此人长着一张鹅蛋脸,脸上是一双碧眼盈波的美眸,小巧的鼻子,丰润的红唇,堆云砌黑的长发髻在脑后,让人看过之后挪不开眼睛。
此人不是别人,正是秦淮名妓柳如是。
她自幼家贫,被卖为歌妓,期间学会了作画和写诗。
嫁人为妾后又被抛弃,游历于江南之地,以文采风流闻名于世。
钱谦益放下手中的书,将柳如是揽入怀中:“燥才好啊,是不是?”
柳如是美眸一眨:“好好好,老爷觉得好就好。”
钱谦益笑着继续说道:“听说了吗?内阁首辅李邦华要来南京了。”
“来就来呗,他还能对老爷不利?”
“不好说啊,我是东林魁首,东林党出了事我也跑不了!”
“东林党能有什么事?”柳如是问。
“还能有什么事?钱的事!其实所有事归根结底都与钱有关。
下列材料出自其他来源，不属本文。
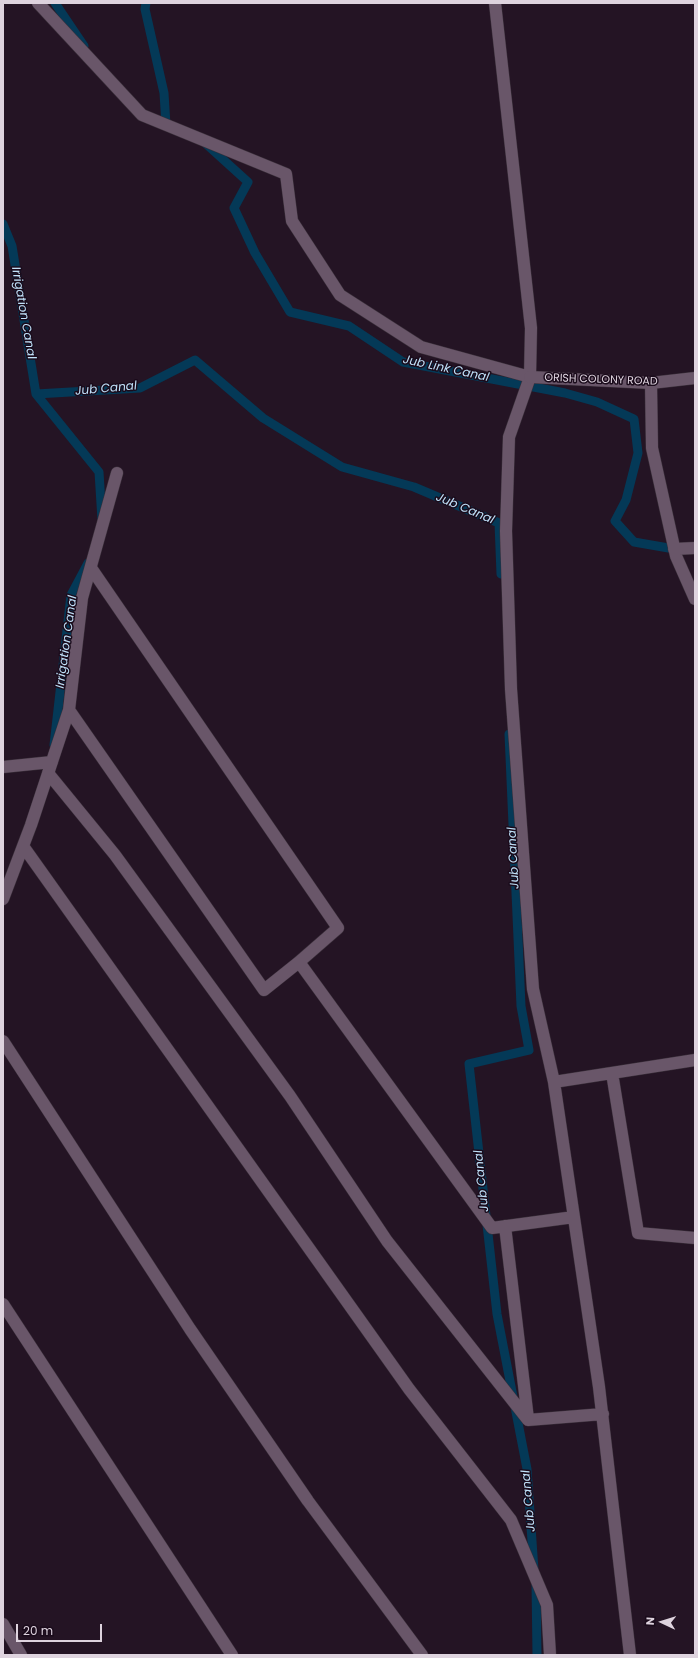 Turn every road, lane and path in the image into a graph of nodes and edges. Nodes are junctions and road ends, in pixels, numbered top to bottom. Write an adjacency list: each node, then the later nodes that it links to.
1 (38, 3): 3 (street, ORISH COLONY ROAD)
2 (495, 3): 3 (street)
3 (530, 377): 5 (street, ORISH COLONY ROAD); 20 (street)
4 (695, 378): 5 (street, ORISH COLONY ROAD)
5 (651, 383): 8 (street)
6 (117, 473): 9 (street)
7 (695, 548): 8 (street)
8 (674, 549): 10 (street)
9 (91, 568): 11 (street); 16 (street)
10 (695, 599)
11 (69, 710): 13 (street); 16 (street)
12 (3, 767): 13 (street)
13 (50, 767): 14 (street); 26 (street)
14 (23, 846): 15 (street); 31 (street)
15 (3, 899)
16 (299, 962): 22 (street)
17 (3, 1041): 30 (street)
18 (695, 1060): 19 (street)
19 (612, 1073): 20 (street); 23 (street)
20 (554, 1082): 21 (street)
21 (574, 1217): 22 (street); 25 (street)
22 (505, 1226): 26 (street)
23 (695, 1238)
24 (3, 1304): 29 (street)
25 (602, 1414): 26 (street); 32 (street)
26 (528, 1420)
27 (3, 1624): 28 (street)
28 (21, 1655)
29 (232, 1655)
30 (422, 1655)
31 (550, 1655)
32 (630, 1655)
”钱谦益叹了口气。
“李邦华此番南下来势汹汹,只有联合起来才能正面对抗,否则东林党将一败涂地。”
“老爷别想那么多了,快喝茶吧,一会凉了!”柳如是端起茶杯,递到钱谦益手中。
“不行,老夫要去见几个人!”钱谦益说话的同时放下柳如是,随后站了起来。
“老爷,你年纪已经这么大了,就别掺和这些乱七八糟的事了,行吗?”柳如是说话的同时摆出一副楚楚可怜的模样。
钱谦益再次叹了口气:“老夫聊发少年狂,有人喜欢牵狗擎苍,有人喜欢舞弄朝堂。”
“你的夫君是后者!”
......
七月二十六。
李邦华的钦差队伍来到了徐州。
徐州在明代并不归山东管辖,而是南直隶下辖的一个直隶州。
此前许定国邀请高杰在徐州城中饮酒,并欲将其杀害,后被高杰发现并逃脱。
这件事并未影响徐州知州陈桂栋的仕途,高杰离开后朝廷继续让他担任徐州知州。
在得知李邦华将要来到后,陈桂栋很是兴奋,他立刻带着州衙所有官吏在城外的运河边上相迎。
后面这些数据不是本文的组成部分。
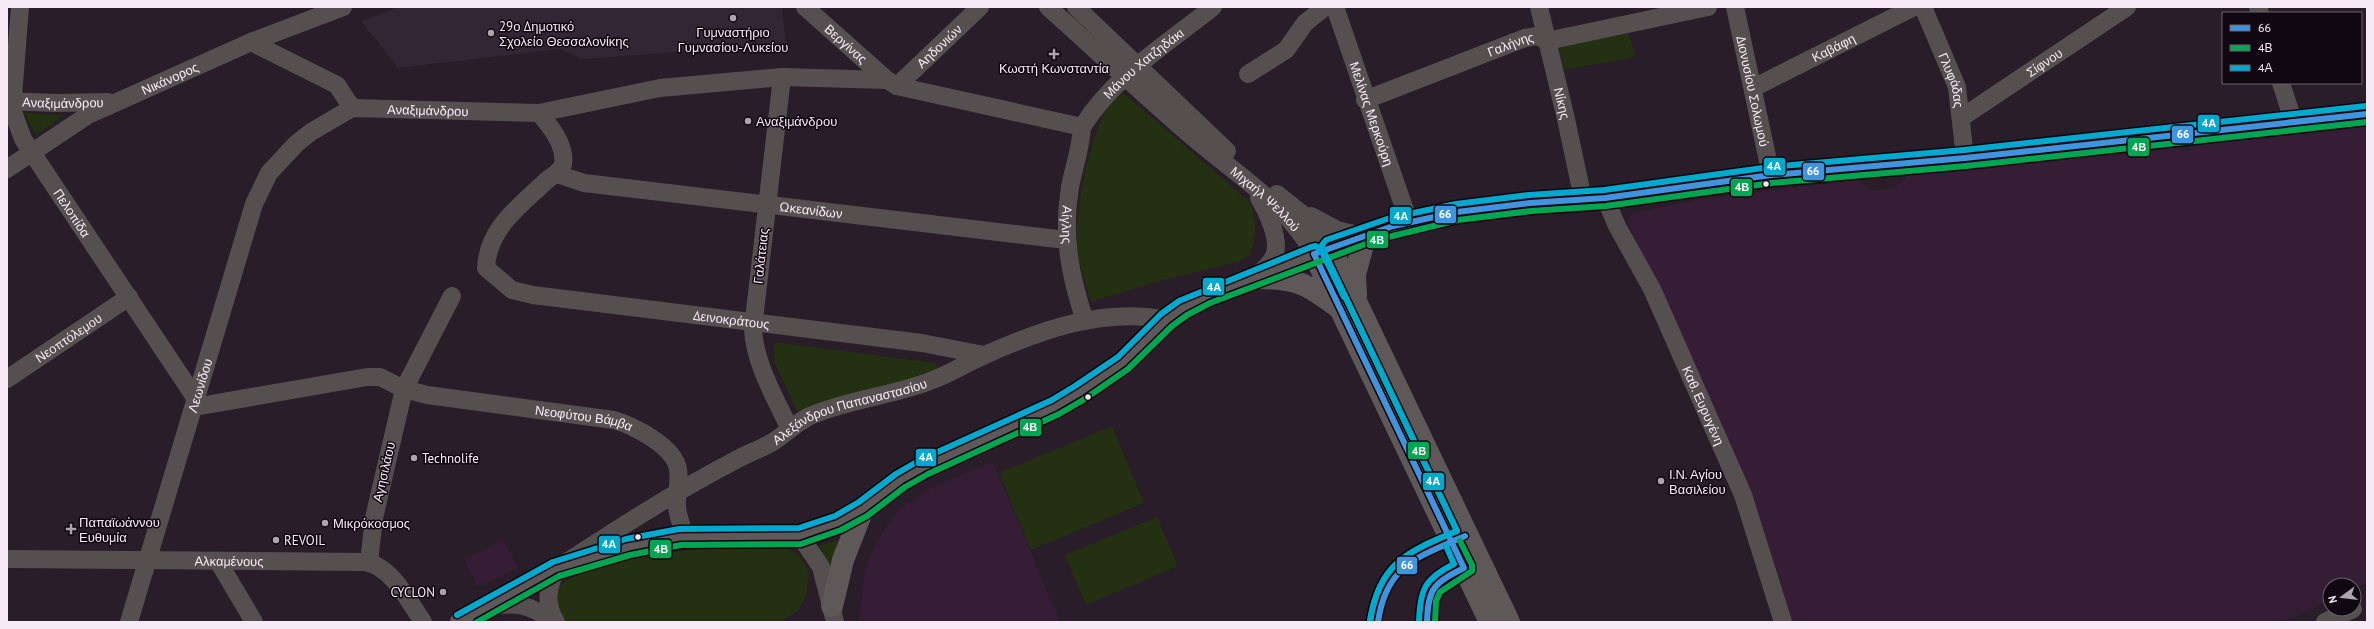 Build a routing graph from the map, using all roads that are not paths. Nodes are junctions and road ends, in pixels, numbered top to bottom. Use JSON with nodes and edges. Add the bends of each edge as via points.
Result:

(小插曲:据《明史通鉴》记载,崇祯十六年李自成攻徐州,时徐州城破,徐州知州陈桂栋殉死。可是据《徐州府志》记载,当时李自成未能攻克徐州,陈桂栋查无此人。)
“卑职徐州知州陈桂栋率所部官员恭迎钦差大人!”陈桂栋带着官员们躬身施礼。
李邦华站在船头,向周围望去。
只见徐州城外的田野上种满了庄稼,地里劳作的百姓脸上都洋溢着幸福的笑容。
他知道这幅景象是假的。
不过他没有点破,因为没必要。
如果点破了,遭殃的还是百姓,因为官员会认为他们装的不像才导致露馅。
李邦华没有下船的打算,他站在船头问陈桂栋:“徐州可有灾情?”
“回阁老的话,没有灾情。”
“多征的赋税是否退还?拖欠的赋税是否追缴?”
“额...”陈桂栋犹豫片刻:“还没有。”
“为何?”
陈桂栋面露为难之色,不停地朝李邦华使眼色,意思是方便,一会私下里说。
李邦华向他身后看了一眼,很快明白了陈桂栋的顾虑。
徐州的官吏都在,从站队和衣服颜色可以看出他们分为两伙。
一伙是官,一伙是吏。
官是朝廷派来的,位高权重。
吏是当地招募的,位低权实。
官可以指挥吏,而吏能通过某些手段挟持官员。
如果说官是强龙的话,那么吏就是地头蛇。
(https://www.zbzwx.cc/book/3873656/603179.html)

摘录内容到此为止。